Enxerto Revelador

Por Central Press | 26/03/2013 | Educação

*Wanda Camargo

Embora no ensino superior a situação se mostre um pouco menos dramática, no ensino fundamental e médio temos encontrado significativa parcela de docentes desmotivados, descrentes do próprio processo educativo e sem ânimo para procurar qualificação em outras áreas. Sem cair no chavão do magistério como “missão”, é evidente que todas as atividades profissionais requerem vocação - e uma forte crença na diferença promovida por seu desempenho na vida comunitária.

Parte do desinteresse provavelmente se deve à má remuneração, acrescida da constatação do pouco respeito pela função. Quase todos os professores neste país já tiveram que responder à inquietante pergunta “mas você não trabalha, só dá aulas?”. Assim, não é de estranhar os maus resultados do sistema educacional brasileiro frente às grandes avaliações internacionais, em qualquer nível de ensino.

A falta de estrutura física adequada (pois inacreditavelmente nem todas as escolas têm biblioteca ou laboratórios didáticos, quase nenhuma quadra esportiva, além de outras instalações indispensáveis aos professores, coordenadores e alunos) são fatores impeditivos ao bom exercício profissional. Isto acarreta negligência, desestímulo à adoção de novas metodologias de ensino e termina levando a um ciclo perigoso de indulgências - em que o professor releva o mau desempenho do aluno e este não espera dedicação do professor.

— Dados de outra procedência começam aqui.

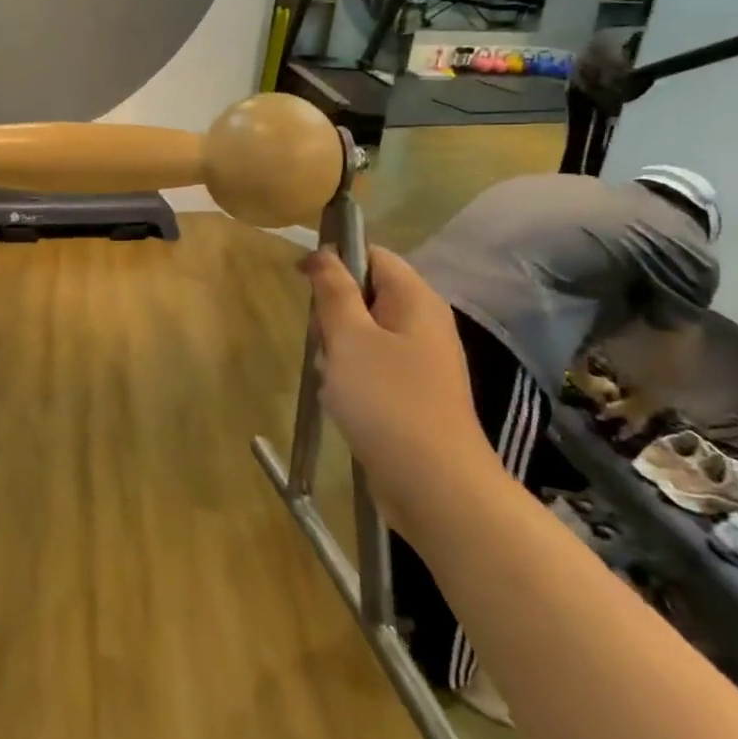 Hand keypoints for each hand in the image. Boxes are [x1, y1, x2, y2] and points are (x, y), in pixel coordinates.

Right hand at [301, 245, 508, 539]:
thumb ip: (334, 291)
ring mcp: (420, 361)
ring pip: (363, 333)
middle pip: (366, 293)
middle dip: (333, 311)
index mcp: (416, 301)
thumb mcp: (349, 337)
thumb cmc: (387, 400)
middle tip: (322, 339)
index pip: (374, 255)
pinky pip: (371, 366)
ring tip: (330, 375)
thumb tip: (325, 253)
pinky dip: (349, 376)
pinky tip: (340, 399)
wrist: (434, 485)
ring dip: (337, 347)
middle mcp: (423, 324)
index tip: (303, 281)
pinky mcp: (411, 393)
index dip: (336, 259) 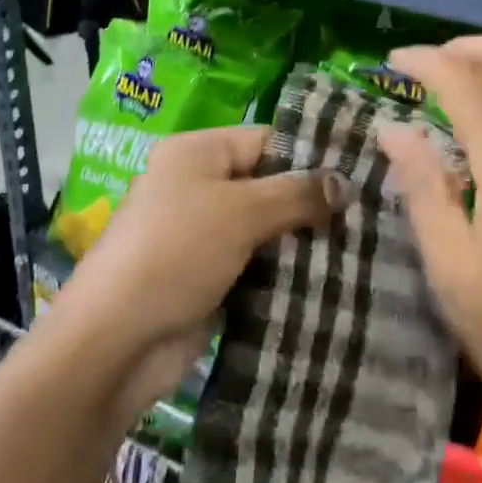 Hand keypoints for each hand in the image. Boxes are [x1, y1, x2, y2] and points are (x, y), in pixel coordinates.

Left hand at [54, 125, 345, 417]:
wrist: (116, 343)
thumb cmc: (177, 252)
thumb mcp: (241, 212)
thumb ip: (296, 194)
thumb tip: (346, 184)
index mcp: (197, 152)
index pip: (265, 140)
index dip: (309, 156)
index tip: (356, 175)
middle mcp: (197, 185)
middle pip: (266, 184)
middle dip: (309, 203)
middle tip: (364, 216)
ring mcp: (201, 235)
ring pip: (263, 228)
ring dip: (300, 241)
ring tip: (358, 248)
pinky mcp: (207, 278)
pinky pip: (254, 264)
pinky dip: (282, 272)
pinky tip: (326, 280) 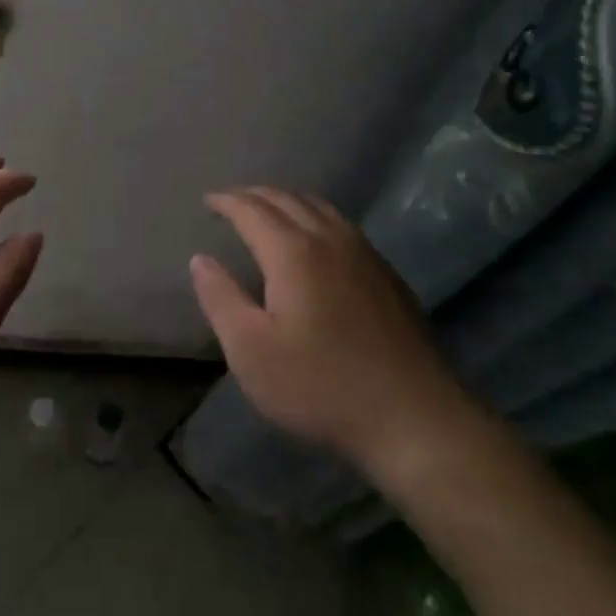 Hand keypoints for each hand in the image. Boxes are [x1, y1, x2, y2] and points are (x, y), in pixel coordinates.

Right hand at [191, 187, 484, 476]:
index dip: (227, 201)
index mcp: (293, 252)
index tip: (208, 200)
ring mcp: (365, 254)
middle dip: (255, 195)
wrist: (415, 419)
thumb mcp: (252, 351)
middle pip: (287, 199)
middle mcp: (330, 239)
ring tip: (269, 211)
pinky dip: (316, 217)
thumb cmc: (321, 387)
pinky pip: (342, 226)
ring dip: (288, 201)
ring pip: (320, 207)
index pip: (252, 210)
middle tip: (232, 201)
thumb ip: (221, 299)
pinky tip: (316, 240)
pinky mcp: (387, 275)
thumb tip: (200, 259) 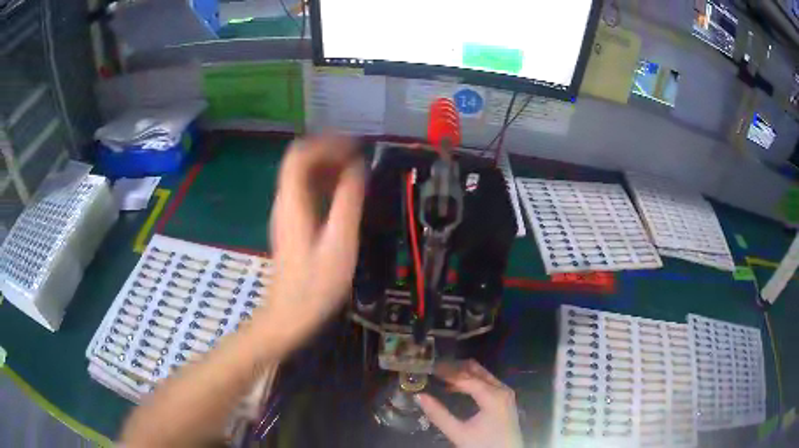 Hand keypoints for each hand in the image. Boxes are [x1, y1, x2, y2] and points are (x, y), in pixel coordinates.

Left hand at [258, 134, 364, 354]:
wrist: (290, 316)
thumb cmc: (316, 285)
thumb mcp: (339, 243)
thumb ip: (348, 202)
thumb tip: (358, 168)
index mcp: (292, 202)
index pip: (299, 155)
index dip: (325, 144)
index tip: (354, 146)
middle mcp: (285, 202)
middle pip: (300, 162)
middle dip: (329, 152)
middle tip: (359, 157)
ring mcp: (286, 214)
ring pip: (303, 177)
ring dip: (328, 167)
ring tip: (357, 171)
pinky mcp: (292, 225)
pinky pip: (307, 193)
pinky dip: (325, 185)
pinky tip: (345, 194)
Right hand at [417, 360, 522, 447]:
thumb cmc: (483, 444)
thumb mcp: (458, 433)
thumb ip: (439, 415)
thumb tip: (420, 396)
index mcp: (492, 396)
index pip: (466, 377)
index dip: (447, 372)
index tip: (430, 368)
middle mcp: (502, 389)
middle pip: (476, 371)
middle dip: (455, 368)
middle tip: (434, 369)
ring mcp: (505, 393)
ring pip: (482, 375)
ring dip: (462, 373)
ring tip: (441, 376)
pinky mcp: (505, 399)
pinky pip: (487, 382)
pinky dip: (471, 381)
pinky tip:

As provas de redação do último ENEM parecem ter levado esta calamidade ao paroxismo, pois além dos habituais erros gramaticais e de ortografia, aparentemente por pura brincadeira, alguns candidatos nela fizeram enxertos - em uma das redações, receita de macarrão instantâneo, em outra, o hino de um time de futebol. Não haveria nada de errado nisso, fossem citações devidamente destacadas e em absoluta relação contextual com o desenvolvimento do tema proposto. Mas, aparentemente, eram apenas recursos de preenchimento de espaço.

Isso revela mais do que uma suposta malandragem: é uma declaração de que os autores não acreditavam que as redações seriam corrigidas e, o mais desastroso, talvez tal descrença tenha sua gênese em trabalhos escolares não ponderados - ou sequer lidos - por professores que já não acreditam mais em sua profissão.

Lamentável que isso ocorra em nosso país, justamente quando poderíamos dar, finalmente, o salto de desenvolvimento prometido e aguardado por séculos. Desde o início dos anos 1990 obtivemos grandes vitórias nesse sentido, vivemos uma democracia que se sedimenta e aperfeiçoa, estabilizamos a moeda, iniciamos o resgate de imensa dívida social. Não podemos seguir em frente de modo sustentável sem que a maior parte da população tenha educação de boa qualidade em todos os níveis – e, para isso, o professor é essencial, é vital, é indispensável. E que justamente este profissional não se sinta valorizado e até orgulhoso da sua profissão, denota algo profundamente errado.

Não se trata apenas de investimentos em educação. Talvez a questão sequer seja esta. O Brasil é um dos países que mais investem proporcionalmente nesta área. Mas investe mal, ataca os problemas visíveis, ou seja, aqueles que dão visibilidade política - e ignora aqueles profundos, de base.

Em escolas públicas de ensino médio noturno, não é raro encontrar alunos circulando ruidosos nas proximidades do prédio, algumas vezes consumindo drogas, agredindo moradores das proximidades e, eventualmente, seus colegas. Os outros alunos, exaustos após um dia de trabalho e, ainda assim, dispostos a passar horas estudando na busca de conhecimento e melhoria de vida, não têm coragem de comentar a questão, por perigosa demais. Diretores, professores e funcionários, ainda que bem intencionados, muito pouco podem fazer. São comuns os casos de ameaças e agressões, geralmente impunes.

A quebra de hierarquias baseadas no conhecimento, a desvalorização do empenho, da competência, em detrimento da esperteza e da mera aparência, constituem problemas de toda a sociedade. Na escola, isto é muito mais doloroso, por ser de onde deveriam partir os bons exemplos. 

 

* Wanda Camargo é educadora e presidente da Comissão do Processo Seletivo das Faculdades Integradas do Brasil – UniBrasil.